§ Required action
Each record that follows must be given again without alteration.
Records shown section start
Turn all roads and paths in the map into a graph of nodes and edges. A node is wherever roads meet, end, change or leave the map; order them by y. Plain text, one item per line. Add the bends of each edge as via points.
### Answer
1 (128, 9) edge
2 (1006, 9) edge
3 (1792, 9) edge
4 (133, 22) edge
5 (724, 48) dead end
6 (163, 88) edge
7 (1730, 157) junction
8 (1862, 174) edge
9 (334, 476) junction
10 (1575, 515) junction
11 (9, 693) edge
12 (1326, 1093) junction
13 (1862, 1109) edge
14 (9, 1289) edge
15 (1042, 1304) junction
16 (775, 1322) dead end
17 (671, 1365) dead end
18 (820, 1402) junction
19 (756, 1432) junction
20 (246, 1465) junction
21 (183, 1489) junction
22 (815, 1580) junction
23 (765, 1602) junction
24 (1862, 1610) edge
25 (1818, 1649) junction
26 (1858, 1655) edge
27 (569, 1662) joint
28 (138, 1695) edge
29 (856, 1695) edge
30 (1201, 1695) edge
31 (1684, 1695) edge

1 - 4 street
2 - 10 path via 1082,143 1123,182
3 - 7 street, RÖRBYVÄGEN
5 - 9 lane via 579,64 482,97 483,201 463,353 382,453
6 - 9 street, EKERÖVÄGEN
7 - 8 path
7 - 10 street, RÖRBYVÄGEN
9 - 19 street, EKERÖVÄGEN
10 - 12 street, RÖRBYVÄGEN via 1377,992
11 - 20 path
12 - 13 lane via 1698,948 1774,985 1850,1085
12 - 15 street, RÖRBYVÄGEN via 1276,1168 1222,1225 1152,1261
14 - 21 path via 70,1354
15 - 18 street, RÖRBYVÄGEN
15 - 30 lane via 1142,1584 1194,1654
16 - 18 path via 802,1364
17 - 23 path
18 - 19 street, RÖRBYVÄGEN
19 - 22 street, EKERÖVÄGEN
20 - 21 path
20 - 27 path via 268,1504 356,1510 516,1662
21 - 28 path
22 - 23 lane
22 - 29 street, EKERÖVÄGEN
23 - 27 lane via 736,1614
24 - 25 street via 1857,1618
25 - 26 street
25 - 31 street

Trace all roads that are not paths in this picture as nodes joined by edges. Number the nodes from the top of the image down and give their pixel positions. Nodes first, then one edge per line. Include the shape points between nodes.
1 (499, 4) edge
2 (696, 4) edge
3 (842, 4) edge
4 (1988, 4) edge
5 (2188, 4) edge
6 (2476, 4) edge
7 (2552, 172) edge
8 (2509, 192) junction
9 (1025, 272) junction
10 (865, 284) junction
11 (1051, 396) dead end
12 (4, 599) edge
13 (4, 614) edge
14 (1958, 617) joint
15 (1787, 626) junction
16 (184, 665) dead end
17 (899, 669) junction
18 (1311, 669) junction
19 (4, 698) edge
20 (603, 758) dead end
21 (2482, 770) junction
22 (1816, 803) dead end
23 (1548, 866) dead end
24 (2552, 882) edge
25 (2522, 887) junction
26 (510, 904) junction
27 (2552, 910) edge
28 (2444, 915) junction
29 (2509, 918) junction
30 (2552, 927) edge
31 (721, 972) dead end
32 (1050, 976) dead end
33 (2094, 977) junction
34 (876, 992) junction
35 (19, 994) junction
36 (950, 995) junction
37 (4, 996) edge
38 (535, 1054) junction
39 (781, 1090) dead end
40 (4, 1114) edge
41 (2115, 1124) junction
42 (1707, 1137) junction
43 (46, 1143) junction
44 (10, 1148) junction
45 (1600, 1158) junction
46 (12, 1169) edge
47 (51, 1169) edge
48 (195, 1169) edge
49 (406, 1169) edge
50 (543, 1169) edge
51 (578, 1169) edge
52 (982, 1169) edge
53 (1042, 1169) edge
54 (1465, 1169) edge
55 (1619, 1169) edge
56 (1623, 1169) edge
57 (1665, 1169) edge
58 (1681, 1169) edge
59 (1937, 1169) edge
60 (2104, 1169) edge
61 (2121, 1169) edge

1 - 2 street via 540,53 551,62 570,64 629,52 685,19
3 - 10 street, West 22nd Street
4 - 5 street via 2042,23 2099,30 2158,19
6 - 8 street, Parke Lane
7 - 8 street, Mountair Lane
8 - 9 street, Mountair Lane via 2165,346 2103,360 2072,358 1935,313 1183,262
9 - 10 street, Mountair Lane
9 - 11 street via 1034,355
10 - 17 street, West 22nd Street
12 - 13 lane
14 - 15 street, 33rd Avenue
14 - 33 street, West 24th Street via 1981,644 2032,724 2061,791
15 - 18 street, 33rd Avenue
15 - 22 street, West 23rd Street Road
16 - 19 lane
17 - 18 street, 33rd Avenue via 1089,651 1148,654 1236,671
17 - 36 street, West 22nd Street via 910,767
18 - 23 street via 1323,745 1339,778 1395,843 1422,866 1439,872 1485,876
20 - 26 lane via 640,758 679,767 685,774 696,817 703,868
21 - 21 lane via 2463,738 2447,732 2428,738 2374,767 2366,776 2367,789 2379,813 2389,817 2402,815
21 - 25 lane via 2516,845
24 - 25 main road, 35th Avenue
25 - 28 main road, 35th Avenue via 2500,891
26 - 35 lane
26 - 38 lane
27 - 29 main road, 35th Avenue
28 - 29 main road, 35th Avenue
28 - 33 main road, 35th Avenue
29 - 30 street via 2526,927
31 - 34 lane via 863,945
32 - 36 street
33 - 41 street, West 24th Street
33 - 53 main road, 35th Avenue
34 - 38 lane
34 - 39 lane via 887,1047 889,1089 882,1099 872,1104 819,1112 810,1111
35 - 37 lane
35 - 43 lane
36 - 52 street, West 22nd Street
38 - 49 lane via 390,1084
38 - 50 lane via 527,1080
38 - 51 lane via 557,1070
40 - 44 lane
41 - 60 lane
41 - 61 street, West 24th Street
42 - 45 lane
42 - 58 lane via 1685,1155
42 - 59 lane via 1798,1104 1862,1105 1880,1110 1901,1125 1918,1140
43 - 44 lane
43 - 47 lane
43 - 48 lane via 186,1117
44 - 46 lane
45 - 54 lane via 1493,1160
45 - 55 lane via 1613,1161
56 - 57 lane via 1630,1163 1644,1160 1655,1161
Records shown section end
§ Reply to the exercise
Turn all roads and paths in the map into a graph of nodes and edges. A node is wherever roads meet, end, change or leave the map; order them by y. Plain text, one item per line. Add the bends of each edge as via points.
### Answer
1 (128, 9) edge
2 (1006, 9) edge
3 (1792, 9) edge
4 (133, 22) edge
5 (724, 48) dead end
6 (163, 88) edge
7 (1730, 157) junction
8 (1862, 174) edge
9 (334, 476) junction
10 (1575, 515) junction
11 (9, 693) edge
12 (1326, 1093) junction
13 (1862, 1109) edge
14 (9, 1289) edge
15 (1042, 1304) junction
16 (775, 1322) dead end
17 (671, 1365) dead end
18 (820, 1402) junction
19 (756, 1432) junction
20 (246, 1465) junction
21 (183, 1489) junction
22 (815, 1580) junction
23 (765, 1602) junction
24 (1862, 1610) edge
25 (1818, 1649) junction
26 (1858, 1655) edge
27 (569, 1662) joint
28 (138, 1695) edge
29 (856, 1695) edge
30 (1201, 1695) edge
31 (1684, 1695) edge

1 - 4 street
2 - 10 path via 1082,143 1123,182
3 - 7 street, RÖRBYVÄGEN
5 - 9 lane via 579,64 482,97 483,201 463,353 382,453
6 - 9 street, EKERÖVÄGEN
7 - 8 path
7 - 10 street, RÖRBYVÄGEN
9 - 19 street, EKERÖVÄGEN
10 - 12 street, RÖRBYVÄGEN via 1377,992
11 - 20 path
12 - 13 lane via 1698,948 1774,985 1850,1085
12 - 15 street, RÖRBYVÄGEN via 1276,1168 1222,1225 1152,1261
14 - 21 path via 70,1354
15 - 18 street, RÖRBYVÄGEN
15 - 30 lane via 1142,1584 1194,1654
16 - 18 path via 802,1364
17 - 23 path
18 - 19 street, RÖRBYVÄGEN
19 - 22 street, EKERÖVÄGEN
20 - 21 path
20 - 27 path via 268,1504 356,1510 516,1662
21 - 28 path
22 - 23 lane
22 - 29 street, EKERÖVÄGEN
23 - 27 lane via 736,1614
24 - 25 street via 1857,1618
25 - 26 street
25 - 31 street

Trace all roads that are not paths in this picture as nodes joined by edges. Number the nodes from the top of the image down and give their pixel positions. Nodes first, then one edge per line. Include the shape points between nodes.
1 (499, 4) edge
2 (696, 4) edge
3 (842, 4) edge
4 (1988, 4) edge
5 (2188, 4) edge
6 (2476, 4) edge
7 (2552, 172) edge
8 (2509, 192) junction
9 (1025, 272) junction
10 (865, 284) junction
11 (1051, 396) dead end
12 (4, 599) edge
13 (4, 614) edge
14 (1958, 617) joint
15 (1787, 626) junction
16 (184, 665) dead end
17 (899, 669) junction
18 (1311, 669) junction
19 (4, 698) edge
20 (603, 758) dead end
21 (2482, 770) junction
22 (1816, 803) dead end
23 (1548, 866) dead end
24 (2552, 882) edge
25 (2522, 887) junction
26 (510, 904) junction
27 (2552, 910) edge
28 (2444, 915) junction
29 (2509, 918) junction
30 (2552, 927) edge
31 (721, 972) dead end
32 (1050, 976) dead end
33 (2094, 977) junction
34 (876, 992) junction
35 (19, 994) junction
36 (950, 995) junction
37 (4, 996) edge
38 (535, 1054) junction
39 (781, 1090) dead end
40 (4, 1114) edge
41 (2115, 1124) junction
42 (1707, 1137) junction
43 (46, 1143) junction
44 (10, 1148) junction
45 (1600, 1158) junction
46 (12, 1169) edge
47 (51, 1169) edge
48 (195, 1169) edge
49 (406, 1169) edge
50 (543, 1169) edge
51 (578, 1169) edge
52 (982, 1169) edge
53 (1042, 1169) edge
54 (1465, 1169) edge
55 (1619, 1169) edge
56 (1623, 1169) edge
57 (1665, 1169) edge
58 (1681, 1169) edge
59 (1937, 1169) edge
60 (2104, 1169) edge
61 (2121, 1169) edge

1 - 2 street via 540,53 551,62 570,64 629,52 685,19
3 - 10 street, West 22nd Street
4 - 5 street via 2042,23 2099,30 2158,19
6 - 8 street, Parke Lane
7 - 8 street, Mountair Lane
8 - 9 street, Mountair Lane via 2165,346 2103,360 2072,358 1935,313 1183,262
9 - 10 street, Mountair Lane
9 - 11 street via 1034,355
10 - 17 street, West 22nd Street
12 - 13 lane
14 - 15 street, 33rd Avenue
14 - 33 street, West 24th Street via 1981,644 2032,724 2061,791
15 - 18 street, 33rd Avenue
15 - 22 street, West 23rd Street Road
16 - 19 lane
17 - 18 street, 33rd Avenue via 1089,651 1148,654 1236,671
17 - 36 street, West 22nd Street via 910,767
18 - 23 street via 1323,745 1339,778 1395,843 1422,866 1439,872 1485,876
20 - 26 lane via 640,758 679,767 685,774 696,817 703,868
21 - 21 lane via 2463,738 2447,732 2428,738 2374,767 2366,776 2367,789 2379,813 2389,817 2402,815
21 - 25 lane via 2516,845
24 - 25 main road, 35th Avenue
25 - 28 main road, 35th Avenue via 2500,891
26 - 35 lane
26 - 38 lane
27 - 29 main road, 35th Avenue
28 - 29 main road, 35th Avenue
28 - 33 main road, 35th Avenue
29 - 30 street via 2526,927
31 - 34 lane via 863,945
32 - 36 street
33 - 41 street, West 24th Street
33 - 53 main road, 35th Avenue
34 - 38 lane
34 - 39 lane via 887,1047 889,1089 882,1099 872,1104 819,1112 810,1111
35 - 37 lane
35 - 43 lane
36 - 52 street, West 22nd Street
38 - 49 lane via 390,1084
38 - 50 lane via 527,1080
38 - 51 lane via 557,1070
40 - 44 lane
41 - 60 lane
41 - 61 street, West 24th Street
42 - 45 lane
42 - 58 lane via 1685,1155
42 - 59 lane via 1798,1104 1862,1105 1880,1110 1901,1125 1918,1140
43 - 44 lane
43 - 47 lane
43 - 48 lane via 186,1117
44 - 46 lane
45 - 54 lane via 1493,1160
45 - 55 lane via 1613,1161
56 - 57 lane via 1630,1163 1644,1160 1655,1161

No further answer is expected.